• Your assignment
Your reply should be a single number, the count of lines in the records that contain the string "canvas".

• Exercise materials
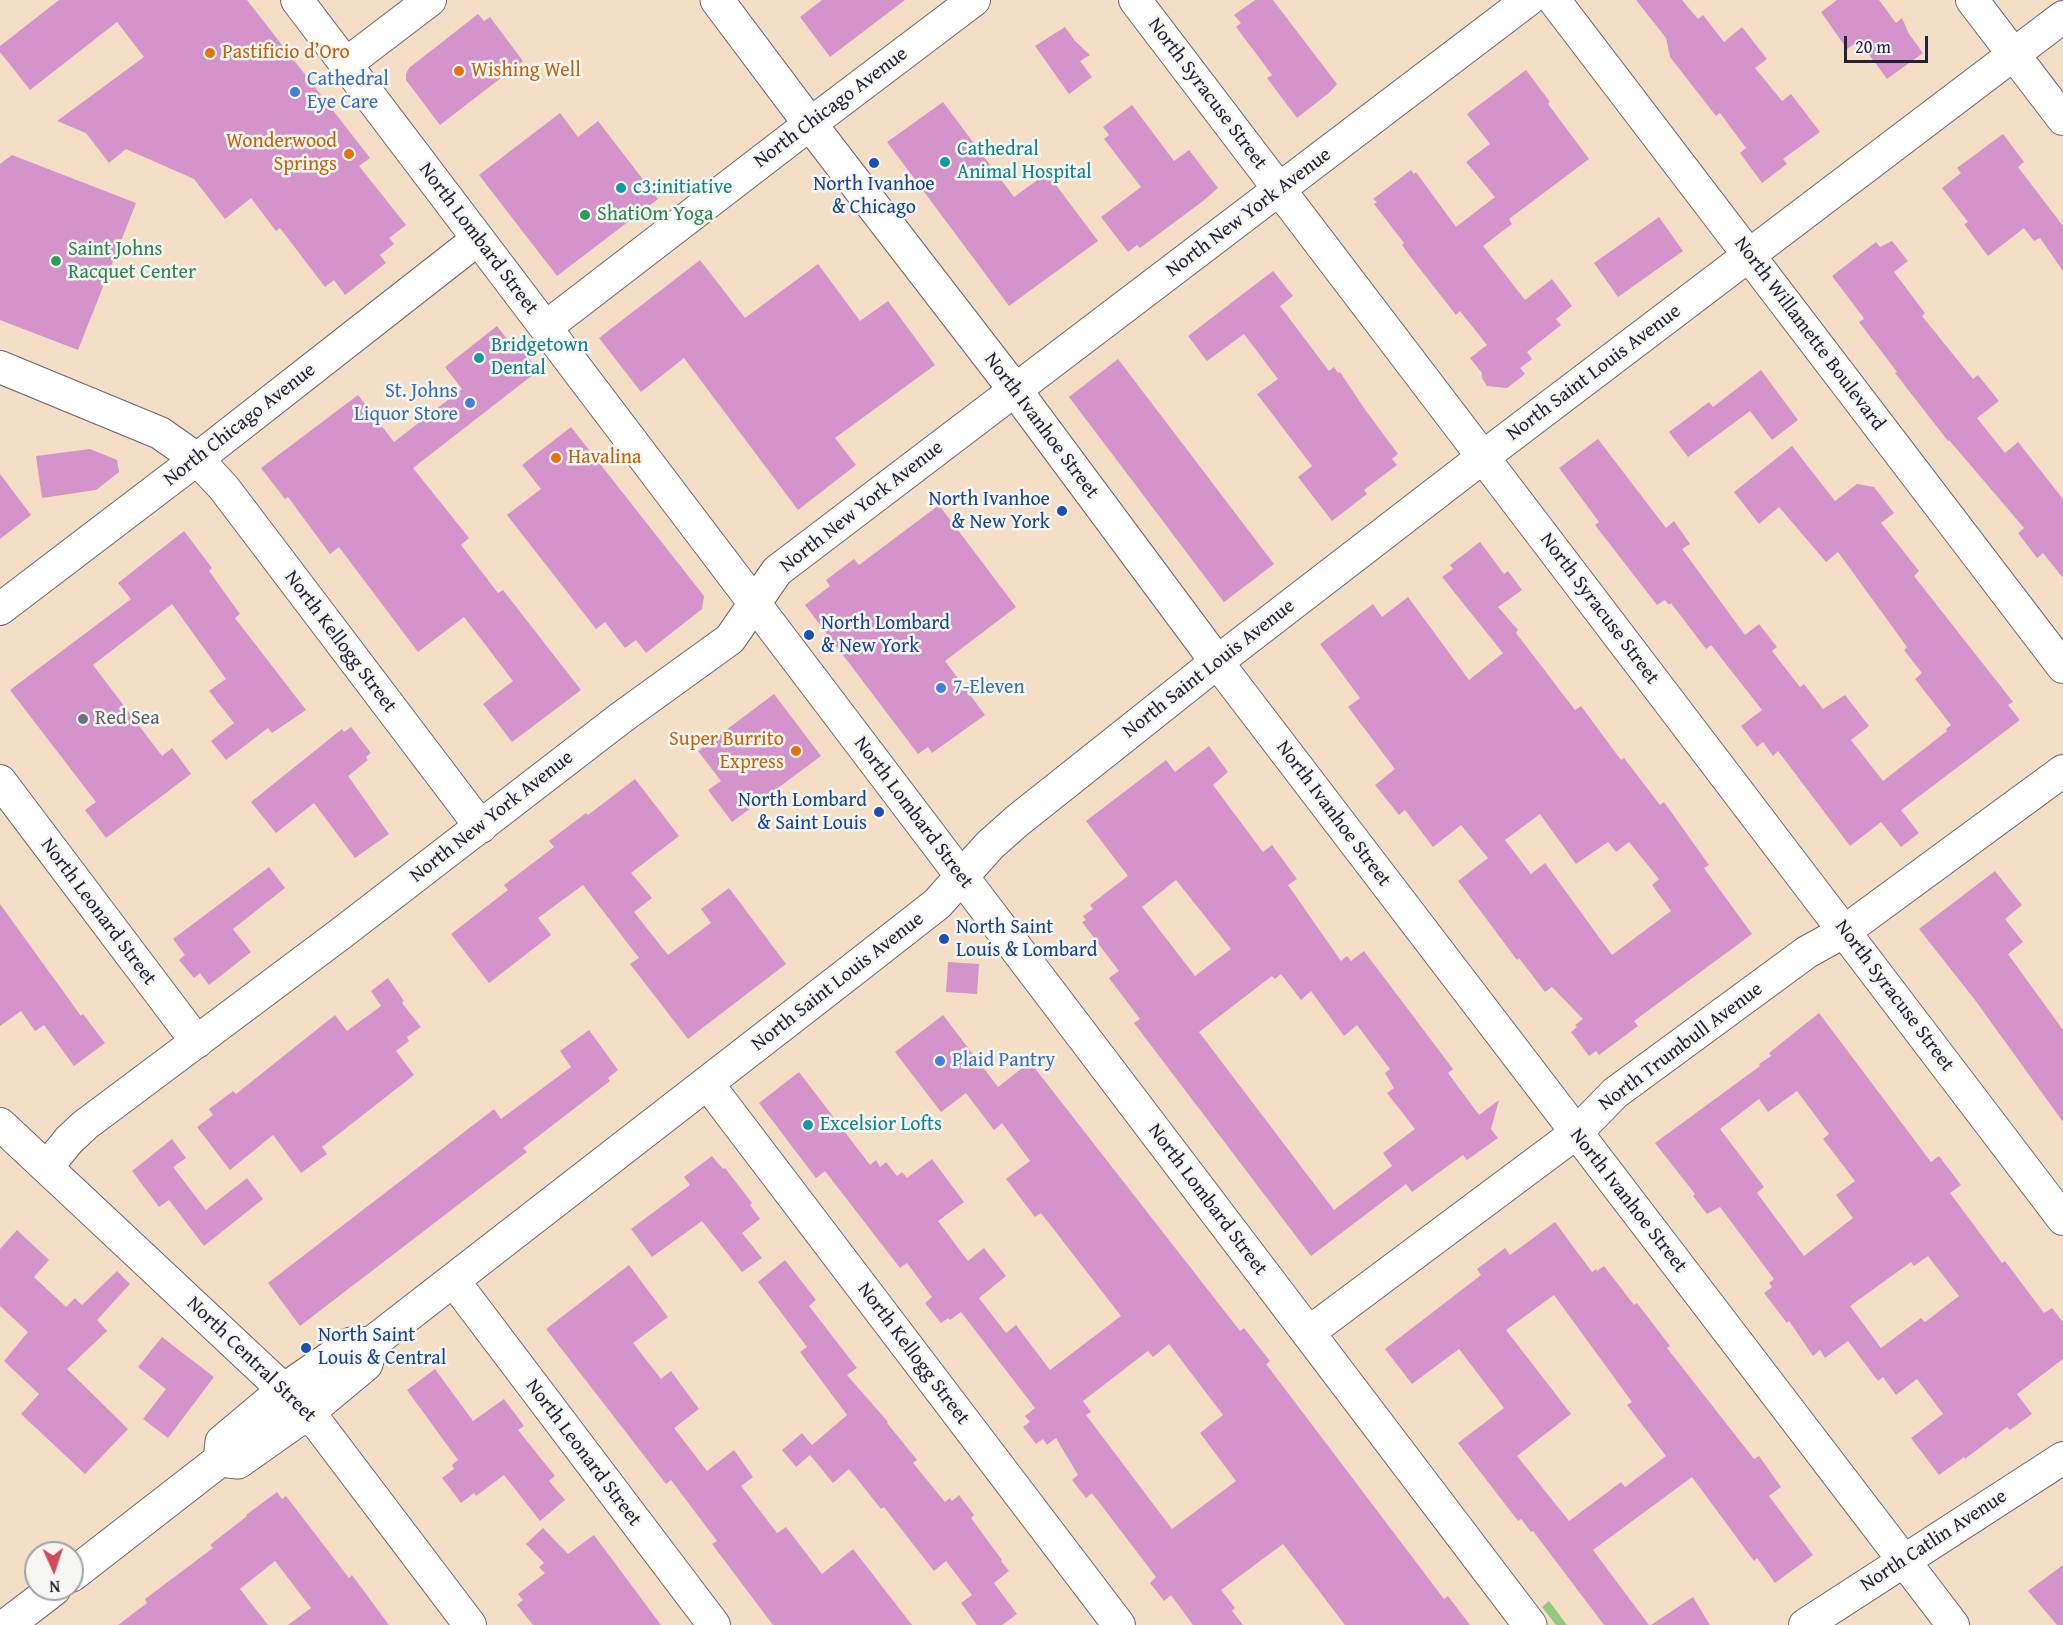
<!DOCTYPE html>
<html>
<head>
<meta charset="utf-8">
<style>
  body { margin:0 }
  #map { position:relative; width:2063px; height:1625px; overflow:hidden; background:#f4dfc6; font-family:"Gentium Book Plus",serif }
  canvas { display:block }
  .north { position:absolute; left:24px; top:1541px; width:60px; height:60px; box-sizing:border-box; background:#f6f6f2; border:2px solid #a1a1a9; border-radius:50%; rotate:177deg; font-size:16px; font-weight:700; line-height:24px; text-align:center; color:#22223b }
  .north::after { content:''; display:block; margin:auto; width:21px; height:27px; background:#d1495b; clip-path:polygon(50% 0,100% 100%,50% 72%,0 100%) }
  .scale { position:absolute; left:1844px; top:36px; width:84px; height:27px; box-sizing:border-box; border:3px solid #22223b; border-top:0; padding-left:8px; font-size:18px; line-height:21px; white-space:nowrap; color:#22223b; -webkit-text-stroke:4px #f6f6f2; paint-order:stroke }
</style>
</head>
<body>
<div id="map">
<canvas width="2063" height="1625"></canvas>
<div class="north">N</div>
<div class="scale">20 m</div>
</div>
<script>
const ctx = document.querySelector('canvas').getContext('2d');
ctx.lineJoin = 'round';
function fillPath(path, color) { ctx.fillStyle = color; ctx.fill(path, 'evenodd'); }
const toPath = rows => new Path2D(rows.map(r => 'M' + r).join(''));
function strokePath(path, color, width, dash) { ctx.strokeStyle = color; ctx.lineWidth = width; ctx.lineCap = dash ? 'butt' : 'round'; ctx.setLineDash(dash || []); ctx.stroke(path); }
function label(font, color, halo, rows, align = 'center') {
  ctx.font = font + ' "Gentium Book Plus",serif'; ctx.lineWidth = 5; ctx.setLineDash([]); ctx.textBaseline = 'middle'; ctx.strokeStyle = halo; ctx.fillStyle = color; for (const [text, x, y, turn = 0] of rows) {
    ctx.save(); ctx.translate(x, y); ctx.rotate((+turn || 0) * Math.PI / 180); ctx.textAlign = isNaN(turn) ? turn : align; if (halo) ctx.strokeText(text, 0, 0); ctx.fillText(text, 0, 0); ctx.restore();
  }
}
const green = toPath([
  [1549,1601,1567,1625,1556,1625,1542,1607]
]);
const building = toPath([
  [59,0,247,0,370,158,359,166,406,225,389,238,394,244,380,255,386,263,345,295,334,280,325,287,280,228,276,231,251,198,225,219,194,179,126,149,109,163,86,133,57,121,144,57,117,22,30,90,0,52,0,46],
  [822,0,905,0,830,57,800,17],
  [1255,0,1273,0,1337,84,1330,92,1297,118,1267,78,1272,75,1236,27,1241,23,1234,15],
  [1636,0,1682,0,1698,19,1703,15,1724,42,1742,27,1767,59,1755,68,1782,101,1791,94,1820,132,1783,159,1787,164,1762,183,1740,153,1746,148,1720,113,1716,116,1670,57,1666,38],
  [1837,0,1879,0,1896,23,1902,18,1909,34,1923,53,1887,79,1859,41,1847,49,1821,12],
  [478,14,484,21,490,17,523,61,440,125,406,80,406,74,409,68],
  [1065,27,1075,41,1090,55,1080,61,1092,77,1069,94,1035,46],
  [1526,70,1550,102,1548,104,1589,159,1509,219,1512,224,1483,246,1525,300,1552,279,1572,306,1556,319,1561,325,1527,352,1532,359,1520,368,1525,374,1507,388,1487,386,1482,378,1482,373,1470,358,1487,345,1460,311,1456,315,1409,255,1402,245,1404,243,1374,204,1377,202,1373,199,1411,170,1414,174,1416,172,1456,227,1495,197,1466,162,1490,144,1467,114],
  [943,102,1014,197,1047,173,1098,241,1009,306,887,142],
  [1132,105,1174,161,1189,150,1218,188,1203,201,1140,248,1137,245,1128,252,1101,217,1141,187,1104,139,1109,135,1103,127],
  [560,113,578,137,598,121,658,199,557,276,479,175],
  [2003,134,2024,162,2018,167,2063,226,2063,271,2040,238,2034,241,2024,228,1988,256,1964,224,1968,222,1942,188,1961,173,1957,168],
  [12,155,136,203,78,350,0,320,0,164],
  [1659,217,1683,251,1618,297,1594,263],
  [1892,241,1908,261,1894,272,1925,313,1922,316,1973,379,1978,375,1999,401,1977,418,2005,453,2018,442,2063,499,2063,578,2043,553,2037,558,2018,533,2024,528,1949,440,1948,441,1895,373,1897,372,1859,322,1864,319,1863,317,1832,276,1876,242,1880,247],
  [700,260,745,318,818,264,860,321,888,301,935,365,835,438,856,465,798,510,684,358,641,392,599,338],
  [1273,271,1293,296,1280,306,1329,371,1334,367,1338,373,1340,372,1366,411,1398,454,1392,459,1397,465,1364,490,1367,494,1332,521,1298,477,1312,466,1257,394,1278,379,1244,334,1207,361,1188,336],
  [497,326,517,352,521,348,536,367,531,371,534,374,413,468,469,538,461,545,498,593,503,590,581,690,512,742,483,704,513,681,464,617,418,652,339,547,330,554,288,497,285,499,261,468,358,395,394,442,462,389,445,367],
  [1118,359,1274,564,1224,602,1069,397],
  [1761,370,1798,420,1772,440,1750,411,1688,457,1669,432,1709,402,1713,407],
  [571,427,704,596,702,609,646,653,636,640,625,648,605,622,596,629,507,515,541,489,522,465],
  [1598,439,1666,528,1674,521,1690,544,1682,549,1745,635,1759,624,1777,647,1772,651,1800,687,1804,684,1823,709,1845,695,1869,726,1851,740,1883,781,1947,731,1946,729,1951,725,1915,679,1922,673,1904,650,1907,647,1838,552,1826,562,1779,507,1759,524,1734,492,1792,446,1835,501,1857,484,1874,487,1894,513,1881,523,1919,571,1914,576,2013,702,2008,705,2020,720,1901,810,1919,833,1901,847,1881,822,1850,846,1778,751,1773,756,1763,742,1757,747,1741,726,1762,710,1711,645,1706,649,1671,603,1669,605,1665,600,1657,605,1595,525,1599,522,1559,468],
  [90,449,117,460,119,472,96,490,42,498,36,456],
  [0,474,31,515,0,539],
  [939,505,1016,607,945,661,985,715,932,753,928,747,918,754,805,605,830,586,826,580,854,559,859,565],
  [184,531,212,568,209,571,240,614,235,618,306,710,272,733,268,728,226,760,211,741,234,723,209,691,226,679,172,604,93,665,162,756,172,748,191,774,106,838,85,810,96,802,10,690,131,599,118,583],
  [1480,542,1504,574,1508,571,1522,590,1498,607,1518,630,1516,633,1575,710,1581,706,1621,760,1624,758,1660,805,1664,802,1709,865,1704,868,1752,934,1634,1021,1638,1026,1599,1055,1596,1051,1589,1056,1571,1032,1577,1027,1575,1025,1583,1019,1552,987,1545,992,1519,958,1517,960,1458,881,1488,858,1461,825,1433,847,1405,810,1399,815,1375,785,1395,769,1348,707,1360,698,1320,644,1373,604,1382,617,1408,597,1469,680,1503,653,1442,577,1453,569,1450,565],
  [1540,814,1576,864,1608,842,1616,852,1629,842,1659,879,1652,885,1671,911,1612,955,1545,863,1531,874,1505,840],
  [774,694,821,756,732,822,708,790,721,781,698,751],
  [351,727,371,753,366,757,368,760,348,776,389,834,355,858,314,803,276,833,251,802,342,729,344,732],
  [1209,746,1228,772,1213,785,1263,852,1272,845,1297,879,1288,885,1341,961,1347,956,1351,961,1364,951,1453,1069,1448,1073,1479,1115,1499,1100,1491,1129,1498,1138,1467,1160,1463,1155,1412,1192,1406,1184,1311,1256,1134,1023,1140,1019,1109,978,1119,971,1082,922,1086,920,1083,916,1093,909,1090,905,1128,876,1086,821,1166,760,1175,772],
  [1176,880,1231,949,1195,976,1142,907],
  [1281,974,1301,1000,1311,991,1344,1036,1357,1025,1390,1069,1385,1073,1394,1088,1387,1093,1415,1129,1383,1153,1392,1166,1334,1210,1199,1032,1272,976,1275,979],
  [635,779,679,836,631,873,652,898,634,912,668,955,711,923,701,909,729,888,786,964,688,1039,630,964,639,958,583,885,538,918,551,935,489,983,451,934,508,890,504,885,554,847,549,841,586,813,588,815],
  [269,867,285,888,233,929,251,952,209,985,200,973,194,978,179,960,185,955,173,939],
  [1995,871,2022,905,2005,919,2023,942,2008,954,2063,1030,2063,1122,1975,1000,1919,929],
  [0,904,81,1016,83,1014,105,1043,74,1066,44,1025,35,1031,21,1011,0,1026],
  [948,962,979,964,977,994,946,992],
  [388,978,404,1001,402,1003,421,1027,407,1037,409,1041,396,1051,414,1075,322,1147,327,1154,301,1173,273,1135,230,1170,197,1127,213,1115,209,1109,233,1091,236,1094,335,1015,347,1031,381,1006,371,991],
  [1819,1013,1931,1162,1939,1156,1961,1185,1950,1193,2002,1263,2005,1261,2044,1313,2052,1308,2063,1322,2063,1359,2017,1394,2032,1414,2010,1430,2007,1427,1965,1459,1964,1457,1939,1475,1911,1438,1943,1414,1917,1379,1896,1395,1883,1377,1878,1381,1848,1341,1825,1358,1820,1350,1813,1356,1789,1321,1787,1323,1764,1293,1772,1287,1769,1283,1774,1279,1720,1207,1707,1214,1693,1196,1695,1194,1655,1143,1760,1066,1759,1064,1771,1056,1769,1053],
  [1797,1091,1829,1134,1823,1139,1855,1181,1836,1195,1853,1218,1804,1256,1757,1193,1764,1187,1720,1129,1759,1099,1768,1112],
  [1928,1256,1959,1296,1925,1322,1921,1318,1881,1348,1850,1306,1911,1262,1914,1266],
  [943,1015,998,1087,1030,1062,1240,1331,1244,1328,1270,1361,1266,1364,1444,1599,1448,1596,1470,1625,1345,1625,1283,1544,1221,1590,1235,1608,1232,1611,1243,1625,1193,1625,1171,1595,1164,1601,1150,1583,1156,1577,1092,1493,1086,1498,1072,1480,1078,1475,1056,1438,1047,1445,1043,1439,1036,1444,1023,1427,1030,1422,1025,1416,1035,1408,961,1312,950,1320,948,1318,941,1323,925,1303,932,1297,907,1263,900,1268,825,1171,816,1178,759,1103,799,1072,870,1165,876,1160,880,1167,886,1162,897,1176,902,1172,907,1178,932,1159,964,1202,938,1221,968,1261,984,1248,1006,1276,979,1298,1006,1333,1016,1325,1050,1370,1121,1316,1041,1213,1035,1217,1006,1179,1030,1161,1002,1123,994,1130,966,1093,941,1112,895,1052],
  [1169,1344,1223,1415,1200,1433,1236,1481,1172,1529,1086,1415,1091,1412,1083,1401,1148,1351,1153,1357],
  [589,1030,618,1070,608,1078,610,1081,523,1148,527,1152,300,1326,268,1283,494,1109,501,1119,571,1067,560,1051],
  [172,1139,186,1158,173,1167,206,1210,247,1178,263,1199,204,1246,169,1200,159,1207,132,1171],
  [712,1156,723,1169,725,1168,752,1203,750,1205,760,1219,742,1233,762,1258,742,1272,702,1221,652,1257,631,1229,690,1185,684,1177],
  [1555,1222,1592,1272,1596,1269,1597,1271,1604,1266,1634,1305,1637,1303,1670,1346,1667,1348,1754,1459,1759,1456,1781,1487,1769,1496,1813,1555,1775,1583,1757,1558,1754,1561,1692,1477,1593,1550,1649,1625,1604,1625,1533,1531,1531,1532,1521,1519,1518,1521,1458,1443,1504,1408,1459,1349,1412,1384,1385,1349,1481,1275,1477,1269,1505,1248,1510,1255],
  [1554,1295,1632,1402,1627,1405,1666,1456,1625,1487,1621,1482,1569,1521,1517,1456,1571,1414,1506,1330],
  [17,1230,49,1260,34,1277,66,1307,75,1298,82,1305,117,1271,130,1284,97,1320,107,1331,67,1369,128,1429,85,1474,21,1414,39,1394,4,1361,28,1332,0,1306,0,1249],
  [785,1260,816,1300,809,1306,857,1368,847,1375,888,1422,887,1423,917,1460,913,1463,945,1502,950,1498,952,1501,959,1495,974,1515,971,1518,1002,1560,1001,1561,1009,1571,994,1583,1017,1614,1002,1625,977,1625,961,1603,972,1595,946,1561,934,1571,884,1507,881,1509,849,1469,833,1483,810,1455,796,1467,782,1450,802,1433,812,1445,847,1415,800,1352,807,1347,758,1282],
  [629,1265,668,1317,633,1343,661,1379,671,1371,699,1409,674,1428,707,1471,734,1450,753,1477,741,1486,777,1533,786,1527,822,1574,853,1549,912,1625,773,1625,712,1544,717,1541,671,1480,666,1484,546,1329],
  [162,1337,214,1377,168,1438,143,1419,166,1389,138,1367],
  [435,1369,473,1421,504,1399,524,1426,518,1430,555,1476,549,1481,565,1500,540,1521,504,1475,476,1496,474,1493,461,1503,442,1478,454,1469,452,1465,458,1460,407,1390],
  [277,1492,282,1499,286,1496,349,1578,352,1575,389,1625,288,1625,311,1608,275,1561,240,1589,268,1625,118,1625,147,1603,145,1599,213,1548,210,1545,247,1516,246,1515],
  [543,1528,568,1554,594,1535,661,1625,533,1625,517,1605,523,1600,518,1594,545,1573,539,1567,544,1563,526,1544],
  [2063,1565,2063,1625,2057,1625,2028,1591],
  [1693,1597,1710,1625,1651,1625]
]);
const minor = toPath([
  [297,0,962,877],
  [1135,0,2063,1219],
  [1554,0,2063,667],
  [1972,0,2063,119],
  [346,64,430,0],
  [546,327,810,124,974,0],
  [0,367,160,433,197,459,224,488,481,827],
  [0,609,197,459,478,239],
  [0,781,197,1042],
  [707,1083,1119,1625],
  [0,1124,284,1390,320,1427,470,1625],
  [47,1167,69,1140,85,1125,339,935,622,717,730,639,777,571,1528,0],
  [453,1280,714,1625],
  [1308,1333,1576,1133,1615,1093,1807,952,1845,931,2063,771],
  [1805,1625,2063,1458],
  [1953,1625,1217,662,1483,457,2063,17]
]);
const major = toPath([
  [962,877,1530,1625],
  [220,1460,222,1442,284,1390,351,1344,372,1343,850,972,937,904,990,845,1017,821,1217,662,1015,390,810,124,717,0],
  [72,1575,220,1460,238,1462,306,1414,366,1364,372,1343],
  [7,1625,54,1589]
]);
const markers = [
  [210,53,6,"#e8710a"],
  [459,71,6,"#e8710a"],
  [295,92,6,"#3f7fe0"],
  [349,154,6,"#e8710a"],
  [945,162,6,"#0f9aa8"],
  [874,163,6,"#1a4fb4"],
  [621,188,6,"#0f9aa8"],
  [585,215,6,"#2e9e5b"],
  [56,261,6,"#2e9e5b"],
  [479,358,6,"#0f9aa8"],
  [470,403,6,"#3f7fe0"],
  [556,458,6,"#e8710a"],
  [1062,511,6,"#1a4fb4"],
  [809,635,6,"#1a4fb4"],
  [941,688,6,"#3f7fe0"],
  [83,719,6,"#6b7280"],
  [796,751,6,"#e8710a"],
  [879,812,6,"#1a4fb4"],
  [944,939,6,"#1a4fb4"],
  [940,1061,6,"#3f7fe0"],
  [808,1125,6,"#0f9aa8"],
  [306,1348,6,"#1a4fb4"]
];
const foodNames = [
  ["Pastificio d’Oro",222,53],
  ["Wishing Well",471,71],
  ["Wonderwood",337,142,"right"],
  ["Springs",337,165,"right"],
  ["Havalina",568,458],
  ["Super Burrito",784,740,"right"],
  ["Express",784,763,"right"]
];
const shopNames = [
  ["Cathedral",307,80],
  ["Eye Care",307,103],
  ["St. Johns",458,392,"right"],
  ["Liquor Store",458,415,"right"],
  ["7-Eleven",953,688],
  ["Plaid Pantry",952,1061]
];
const streetNames = [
  ["North Syracuse Street",1207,94,53],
  ["North Chicago Avenue",831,108,-37],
  ["North New York Avenue",1249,213,-37],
  ["North Lombard Street",478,239,53],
  ["North Willamette Boulevard",1809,334,53],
  ["North Saint Louis Avenue",1594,373,-37],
  ["North Chicago Avenue",240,425,-38],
  ["North Ivanhoe Street",1041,426,53],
  ["North New York Avenue",862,507,-38],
  ["North Syracuse Street",1599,609,53],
  ["North Kellogg Street",340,642,53],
  ["North Saint Louis Avenue",1209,669,-38],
  ["North Lombard Street",913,813,53],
  ["North Ivanhoe Street",1333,814,53],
  ["North New York Avenue",492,817,-38],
  ["North Leonard Street",98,912,53],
  ["North Saint Louis Avenue",838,982,-38],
  ["North Syracuse Street",1894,996,53],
  ["North Trumbull Avenue",1681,1047,-37],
  ["North Lombard Street",1207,1200,53],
  ["North Ivanhoe Street",1628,1201,52],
  ["North Kellogg Street",913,1354,53],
  ["North Central Street",251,1360,44],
  ["North Leonard Street",583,1453,53],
  ["North Catlin Avenue",1934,1541,-33]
];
const cultureNames = [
  ["Cathedral",957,150],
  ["Animal Hospital",957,173],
  ["c3:initiative",633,188],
  ["Bridgetown",491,346],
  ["Dental",491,369],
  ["Excelsior Lofts",820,1125]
];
const transitNames = [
  ["North Ivanhoe",874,185,"center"],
  ["& Chicago",874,208,"center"],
  ["North Ivanhoe",1050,500,"right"],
  ["& New York",1050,523,"right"],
  ["North Lombard",821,624],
  ["& New York",821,647],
  ["North Lombard",867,801,"right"],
  ["& Saint Louis",867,824,"right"],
  ["North Saint",956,928],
  ["Louis & Lombard",956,951],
  ["North Saint",318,1336],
  ["Louis & Central",318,1359]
];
const leisureNames = [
  ["ShatiOm Yoga",597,215],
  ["Saint Johns",68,250],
  ["Racquet Center",68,273]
];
const worshipNames = [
  ["Red Sea",95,719]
];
fillPath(green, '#91ca7e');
fillPath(building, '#d593cb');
strokePath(minor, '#6c646c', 34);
strokePath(major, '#6c646c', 35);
strokePath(minor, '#fff', 32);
strokePath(major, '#fff', 33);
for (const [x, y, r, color] of markers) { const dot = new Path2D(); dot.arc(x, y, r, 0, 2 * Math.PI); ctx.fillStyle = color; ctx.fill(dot); strokePath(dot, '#f6f6f2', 2); }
label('20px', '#c56008', '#f6f6f2', foodNames, 'left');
label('20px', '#366cbe', '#f6f6f2', shopNames, 'left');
label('20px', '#22223b', '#f6f6f2', streetNames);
label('20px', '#0d838f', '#f6f6f2', cultureNames, 'left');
label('20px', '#164399', '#f6f6f2', transitNames, 'left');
label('20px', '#27864d', '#f6f6f2', leisureNames, 'left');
label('20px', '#5b616d', '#f6f6f2', worshipNames, 'left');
</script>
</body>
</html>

• Output below
3